Saved entries
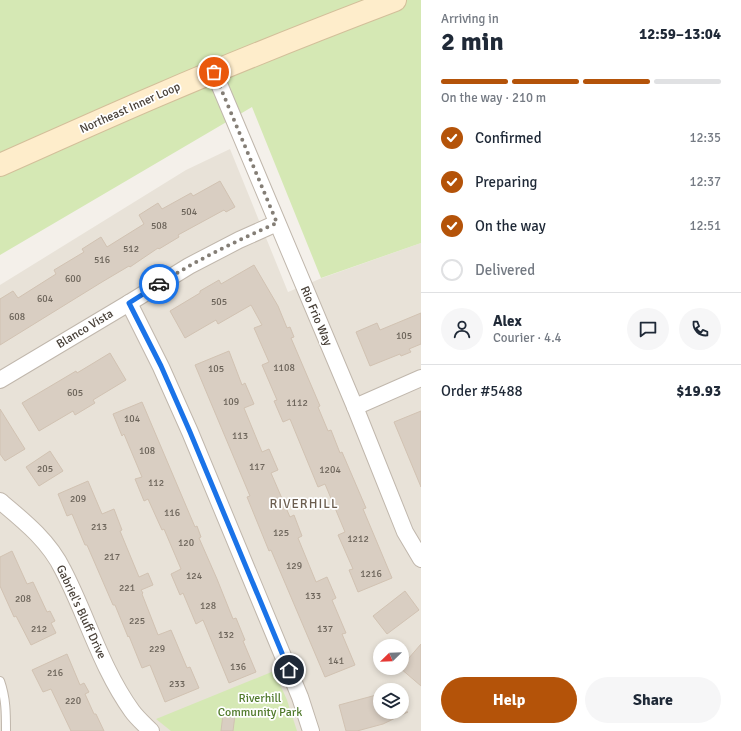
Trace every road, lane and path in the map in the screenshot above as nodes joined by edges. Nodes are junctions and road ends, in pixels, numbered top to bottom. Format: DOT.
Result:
graph roads {
  1 [pos="395,0"];
  2 [pos="214,72"];
  3 [pos="0,165"];
  4 [pos="277,223"];
  5 [pos="129,303"];
  6 [pos="421,378"];
  7 [pos="0,380"];
  8 [pos="355,407"];
  9 [pos="0,501"];
  10 [pos="421,559"];
  11 [pos="0,681"];
  12 [pos="6,731"];
  13 [pos="151,731"];
  14 [pos="311,731"];
  1 -- 2 [label="main road, Northeast Inner Loop"];
  2 -- 3 [label="main road, Northeast Inner Loop"];
  2 -- 4 [label="street, Rio Frio Way"];
  4 -- 5 [label="street, Blanco Vista"];
  4 -- 8 [label="street, Rio Frio Way"];
  5 -- 7 [label="street, Blanco Vista"];
  5 -- 14 [label="street"];
  6 -- 8 [label="street"];
  8 -- 10 [label="street, Rio Frio Way"];
  9 -- 13 [label="street, Gabriel's Bluff Drive"];
  11 -- 12 [label="lane"];
}
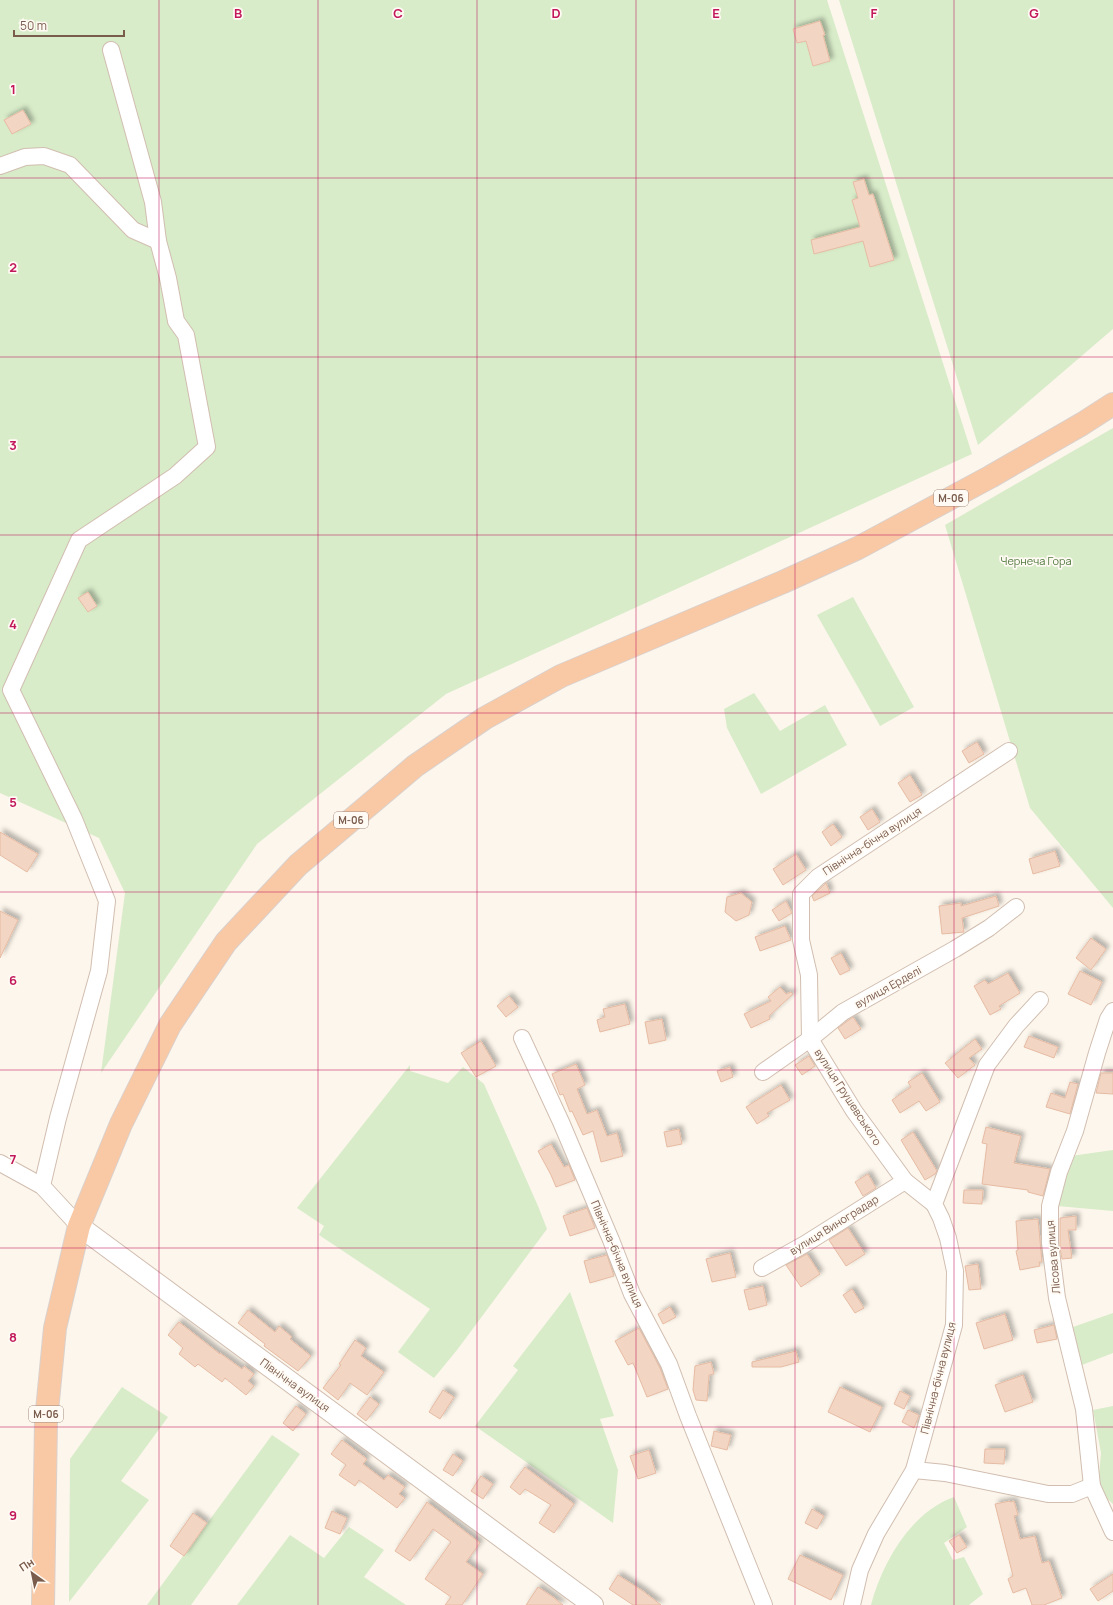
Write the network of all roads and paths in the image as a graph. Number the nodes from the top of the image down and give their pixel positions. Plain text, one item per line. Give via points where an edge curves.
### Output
1 (111, 50) dead end
2 (0, 166) edge
3 (158, 241) junction
4 (1113, 404) edge
5 (1009, 751) dead end
6 (1016, 907) dead end
7 (808, 969) joint
8 (1040, 1000) dead end
9 (1113, 1010) edge
10 (522, 1038) dead end
11 (810, 1039) junction
12 (763, 1072) dead end
13 (0, 1163) edge
14 (906, 1181) junction
15 (42, 1186) junction
16 (934, 1204) junction
17 (79, 1226) junction
18 (762, 1268) dead end
19 (914, 1470) junction
20 (1092, 1486) junction
21 (1113, 1532) edge
22 (43, 1605) edge
23 (593, 1605) edge
24 (764, 1605) edge
25 (852, 1605) edge

1 - 3 street via 153,202
2 - 3 street via 25,157 44,156 70,165 133,230
3 - 15 street via 176,320 186,335 208,447 175,476 79,540 11,690 74,818 107,901 99,971
4 - 17 highway, М-06 via 996,474 858,548 561,676 485,718 415,766 298,865 226,942 170,1025 121,1124
5 - 7 street, Північна-бічна вулиця via 818,876 801,894 802,940
6 - 11 street, вулиця Ерделі via 989,928 843,1012
7 - 11 street, вулиця Грушевського
8 - 16 street via 1016,1026 988,1065
9 - 20 street, Лісова вулиця via 1097,1052 1075,1131 1059,1172 1050,1206 1050,1243 1056,1298 1084,1409
10 - 24 street, Північна-бічна вулиця via 562,1122 632,1294 669,1364
11 - 12 street, вулиця Ерделі
11 - 14 street, вулиця Грушевського via 854,1111
13 - 15 street, Північна вулиця
14 - 16 street, вулиця Грушевського
14 - 18 street, вулиця Виноградар
15 - 17 street, Північна вулиця
16 - 19 street, Північна-бічна вулиця via 948,1238 955,1271 954,1325
17 - 22 highway, М-06 via 55,1328 46,1413
17 - 23 street, Північна вулиця
19 - 20 street via 945,1473 1048,1494 1072,1494
19 - 25 street, Північна-бічна вулиця via 876,1534 860,1570
20 - 21 street, Лісова вулиця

Problem to solve: Each record above is to be returned unchanged, while any picture it holds stays out.

Expected output:
Trace every road, lane and path in the map in the screenshot above as nodes joined by edges. Nodes are junctions and road ends, in pixels, numbered top to bottom. Format: DOT.
Result:
graph roads {
  1 [pos="395,0"];
  2 [pos="214,72"];
  3 [pos="0,165"];
  4 [pos="277,223"];
  5 [pos="129,303"];
  6 [pos="421,378"];
  7 [pos="0,380"];
  8 [pos="355,407"];
  9 [pos="0,501"];
  10 [pos="421,559"];
  11 [pos="0,681"];
  12 [pos="6,731"];
  13 [pos="151,731"];
  14 [pos="311,731"];
  1 -- 2 [label="main road, Northeast Inner Loop"];
  2 -- 3 [label="main road, Northeast Inner Loop"];
  2 -- 4 [label="street, Rio Frio Way"];
  4 -- 5 [label="street, Blanco Vista"];
  4 -- 8 [label="street, Rio Frio Way"];
  5 -- 7 [label="street, Blanco Vista"];
  5 -- 14 [label="street"];
  6 -- 8 [label="street"];
  8 -- 10 [label="street, Rio Frio Way"];
  9 -- 13 [label="street, Gabriel's Bluff Drive"];
  11 -- 12 [label="lane"];
}
Write the network of all roads and paths in the image as a graph. Number the nodes from the top of the image down and give their pixel positions. Plain text, one item per line. Give via points where an edge curves.
### Output
1 (111, 50) dead end
2 (0, 166) edge
3 (158, 241) junction
4 (1113, 404) edge
5 (1009, 751) dead end
6 (1016, 907) dead end
7 (808, 969) joint
8 (1040, 1000) dead end
9 (1113, 1010) edge
10 (522, 1038) dead end
11 (810, 1039) junction
12 (763, 1072) dead end
13 (0, 1163) edge
14 (906, 1181) junction
15 (42, 1186) junction
16 (934, 1204) junction
17 (79, 1226) junction
18 (762, 1268) dead end
19 (914, 1470) junction
20 (1092, 1486) junction
21 (1113, 1532) edge
22 (43, 1605) edge
23 (593, 1605) edge
24 (764, 1605) edge
25 (852, 1605) edge

1 - 3 street via 153,202
2 - 3 street via 25,157 44,156 70,165 133,230
3 - 15 street via 176,320 186,335 208,447 175,476 79,540 11,690 74,818 107,901 99,971
4 - 17 highway, М-06 via 996,474 858,548 561,676 485,718 415,766 298,865 226,942 170,1025 121,1124
5 - 7 street, Північна-бічна вулиця via 818,876 801,894 802,940
6 - 11 street, вулиця Ерделі via 989,928 843,1012
7 - 11 street, вулиця Грушевського
8 - 16 street via 1016,1026 988,1065
9 - 20 street, Лісова вулиця via 1097,1052 1075,1131 1059,1172 1050,1206 1050,1243 1056,1298 1084,1409
10 - 24 street, Північна-бічна вулиця via 562,1122 632,1294 669,1364
11 - 12 street, вулиця Ерделі
11 - 14 street, вулиця Грушевського via 854,1111
13 - 15 street, Північна вулиця
14 - 16 street, вулиця Грушевського
14 - 18 street, вулиця Виноградар
15 - 17 street, Північна вулиця
16 - 19 street, Північна-бічна вулиця via 948,1238 955,1271 954,1325
17 - 22 highway, М-06 via 55,1328 46,1413
17 - 23 street, Північна вулиця
19 - 20 street via 945,1473 1048,1494 1072,1494
19 - 25 street, Північна-бічна вулиця via 876,1534 860,1570
20 - 21 street, Лісова вулиця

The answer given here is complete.